Too much of online prospecting/sales is about reaching out to strangers or acquaintances who have not signaled their interest in your work.
“But based on their profile they might be interested, so I should reach out to them.”
Most of the time, this feels to the recipient like spam.
Most spam is obvious to me before I even open it. The less obvious ones (where I need to open the email and read to realize it’s spam) are written by a copywriter or other marketing expert.
They try to get my attention by…
1) Either saying they’ve made a private video about my website, and what should be changed or…
2) They say they have studied my recent email newsletters and they have key tips to increase my conversion rate.
I’m looking at one right now that has this as the subject line:
“You have a problem”
…and in the email he goes on to say he studied my marketing “funnel” and says he’s found problems with it. (Apparently, he didn’t even bother to visit the most popular page on my site, my best articles about authentic marketing, which links to an article explaining why I don’t like marketing funnels!)
I’m not interested in whatever they’re pitching, because if they are spamming me like this with totally cold outreach, it means either their existing or past clients haven’t been referring them business, or they don’t care enough about content as ministry to be posting useful stuff out there that gets inbound leads.
Sometimes, I get people inviting me into their “free” FB group (which is also where they sell their stuff) and usually, to get into the group, I would have to give them my email address:
“Hello George.
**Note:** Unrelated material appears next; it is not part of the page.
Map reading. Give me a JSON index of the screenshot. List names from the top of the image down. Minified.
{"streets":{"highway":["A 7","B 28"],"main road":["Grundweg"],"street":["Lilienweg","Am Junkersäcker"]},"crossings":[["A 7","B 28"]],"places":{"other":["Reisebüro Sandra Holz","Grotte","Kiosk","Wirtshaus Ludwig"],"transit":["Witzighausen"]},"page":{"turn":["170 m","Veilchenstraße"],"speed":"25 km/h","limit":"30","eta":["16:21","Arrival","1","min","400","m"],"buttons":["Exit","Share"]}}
This is not a sales message. It’s an invitation to my group. Hi, I am….”
No, sorry. It is a veiled sales message. It’s spam.
Sometimes, people will hear me on a podcast, and then email me to pitch their service. I don’t respond most of the time, or if I do, I respond with a short but polite decline.
It makes me wonder — if they thought it was ok to cold pitch like this, what does that say about their social discernment? It makes me want to steer clear of them. I hope they reflect and adjust… as I have as well… because I, too, used to do some cold outreach.
What kind of clients?
If you do actually get clients through cold outreach, I wonder what kind of mindset they’re in at this time, that makes them susceptible to saying Yes to a stranger who pitches them, no matter how clever or caring you appear to be.
One who is open to a relationship with someone who cold-pitches them, is also open to that kind of relationship with other cold marketers.
Therefore, the client you get in this way, will probably not be sustainable: they’ll be signing up for (many) other things soon, since they are susceptible to cold marketing.
The few exceptions
I can think only of a few times when cold outreach is fine. Basically, when you are offering real value to that other person, with genuinely no strings attached, and not as a strategy to get them as a client, it could be a good thing to do.
For example, I appreciate being invited to be interviewed on podcasts. I don’t always say yes, because the audience has to be the right fit. But if that person seems to understand and really value my content and wants their audience to find out about it, then it’s a welcome cold outreach.
Another example, quite rare but always welcome, is if someone wants to share my products (online courses) with their audience (assuming the right fit), even if they want to do it as an affiliate so they can receive commissions, it is a clear win-win for me.
These exceptions are rare! Instead, when we want more clients, I recommend warm outreach…
Alternatives to cold outreach
1. Create and distribute good content and people will reach out to you. (Also known as “inbound marketing”.)
2. Be of genuine support to others (in groups, or simply in comments of public posts), also known as “netcaring”. This gets people curious about you and your work, and they will check out your profile or website.
3. Ask for an introduction via a mutually-trusted contact.
These are warm outreach methods that work.
Basically, the opposite of cold calls is “warm” calls — reaching out to your existing network with an offer that you feel is a genuine win for them — because you’re taking a moment to think about that person and the needs they have.
Why does cold outreach still happen?
Just like any other method, cold outreach does “work” for a few people.
Because it seems like a shortcut to getting clients (since there are unlimited numbers of people you can reach out to!), it can feel tempting to try it.
But along the way, you turn off a lot more people, many of whom could have been ideal clients or referral sources, if you had instead used one of the warm methods described above.
Plus, it’s a bad use of time and energy, when you could have instead been using warm outreach, such as content creation, that has the side (and real!) benefit of growing yourself professionally and creatively, too.
May there be less cold outreach in the world, and more content-as-ministry, netcaring, and overall, genuine caring for our connections.